*** RECORDS SUPPLIED Section Begins ***

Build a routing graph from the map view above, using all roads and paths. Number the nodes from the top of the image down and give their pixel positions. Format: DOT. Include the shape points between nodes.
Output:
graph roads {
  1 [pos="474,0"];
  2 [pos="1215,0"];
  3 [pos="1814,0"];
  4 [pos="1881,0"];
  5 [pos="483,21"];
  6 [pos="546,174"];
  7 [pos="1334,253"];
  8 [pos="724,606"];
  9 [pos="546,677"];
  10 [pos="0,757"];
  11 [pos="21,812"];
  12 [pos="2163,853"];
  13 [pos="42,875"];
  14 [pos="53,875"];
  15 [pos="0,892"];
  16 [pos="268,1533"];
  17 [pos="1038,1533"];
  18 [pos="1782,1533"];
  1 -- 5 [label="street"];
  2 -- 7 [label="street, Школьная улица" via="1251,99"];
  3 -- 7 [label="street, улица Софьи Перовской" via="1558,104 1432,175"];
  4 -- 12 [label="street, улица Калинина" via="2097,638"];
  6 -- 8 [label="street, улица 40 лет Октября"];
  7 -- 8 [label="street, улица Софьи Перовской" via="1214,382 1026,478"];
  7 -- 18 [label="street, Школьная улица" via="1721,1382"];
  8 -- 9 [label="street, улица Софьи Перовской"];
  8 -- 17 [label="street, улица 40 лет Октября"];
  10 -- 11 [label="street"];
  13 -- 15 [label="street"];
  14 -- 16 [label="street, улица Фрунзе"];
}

*** RECORDS SUPPLIED Section Ends ***

GOAL OF THE EXERCISE = Each entry above is to be quoted exactly.

EXERCISE RESPONSE =
Build a routing graph from the map view above, using all roads and paths. Number the nodes from the top of the image down and give their pixel positions. Format: DOT. Include the shape points between nodes.
Output:
graph roads {
  1 [pos="474,0"];
  2 [pos="1215,0"];
  3 [pos="1814,0"];
  4 [pos="1881,0"];
  5 [pos="483,21"];
  6 [pos="546,174"];
  7 [pos="1334,253"];
  8 [pos="724,606"];
  9 [pos="546,677"];
  10 [pos="0,757"];
  11 [pos="21,812"];
  12 [pos="2163,853"];
  13 [pos="42,875"];
  14 [pos="53,875"];
  15 [pos="0,892"];
  16 [pos="268,1533"];
  17 [pos="1038,1533"];
  18 [pos="1782,1533"];
  1 -- 5 [label="street"];
  2 -- 7 [label="street, Школьная улица" via="1251,99"];
  3 -- 7 [label="street, улица Софьи Перовской" via="1558,104 1432,175"];
  4 -- 12 [label="street, улица Калинина" via="2097,638"];
  6 -- 8 [label="street, улица 40 лет Октября"];
  7 -- 8 [label="street, улица Софьи Перовской" via="1214,382 1026,478"];
  7 -- 18 [label="street, Школьная улица" via="1721,1382"];
  8 -- 9 [label="street, улица Софьи Перовской"];
  8 -- 17 [label="street, улица 40 лет Октября"];
  10 -- 11 [label="street"];
  13 -- 15 [label="street"];
  14 -- 16 [label="street, улица Фрунзе"];
}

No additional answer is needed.